# WHAT TO DO
The complete listing should be restated exactly.

# DATA IN THIS EXERCISE
******

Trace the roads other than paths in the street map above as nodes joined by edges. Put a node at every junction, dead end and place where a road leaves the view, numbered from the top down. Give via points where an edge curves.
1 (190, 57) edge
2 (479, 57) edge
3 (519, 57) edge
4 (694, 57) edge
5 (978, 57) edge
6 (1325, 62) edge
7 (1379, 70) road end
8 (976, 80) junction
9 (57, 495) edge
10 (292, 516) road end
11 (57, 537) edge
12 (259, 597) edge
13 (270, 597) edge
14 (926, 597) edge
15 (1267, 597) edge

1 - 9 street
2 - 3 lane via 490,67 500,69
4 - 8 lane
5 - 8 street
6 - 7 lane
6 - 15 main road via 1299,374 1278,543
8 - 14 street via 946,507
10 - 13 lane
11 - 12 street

******

# ANSWER SPACE
Trace the roads other than paths in the street map above as nodes joined by edges. Put a node at every junction, dead end and place where a road leaves the view, numbered from the top down. Give via points where an edge curves.
1 (190, 57) edge
2 (479, 57) edge
3 (519, 57) edge
4 (694, 57) edge
5 (978, 57) edge
6 (1325, 62) edge
7 (1379, 70) road end
8 (976, 80) junction
9 (57, 495) edge
10 (292, 516) road end
11 (57, 537) edge
12 (259, 597) edge
13 (270, 597) edge
14 (926, 597) edge
15 (1267, 597) edge

1 - 9 street
2 - 3 lane via 490,67 500,69
4 - 8 lane
5 - 8 street
6 - 7 lane
6 - 15 main road via 1299,374 1278,543
8 - 14 street via 946,507
10 - 13 lane
11 - 12 street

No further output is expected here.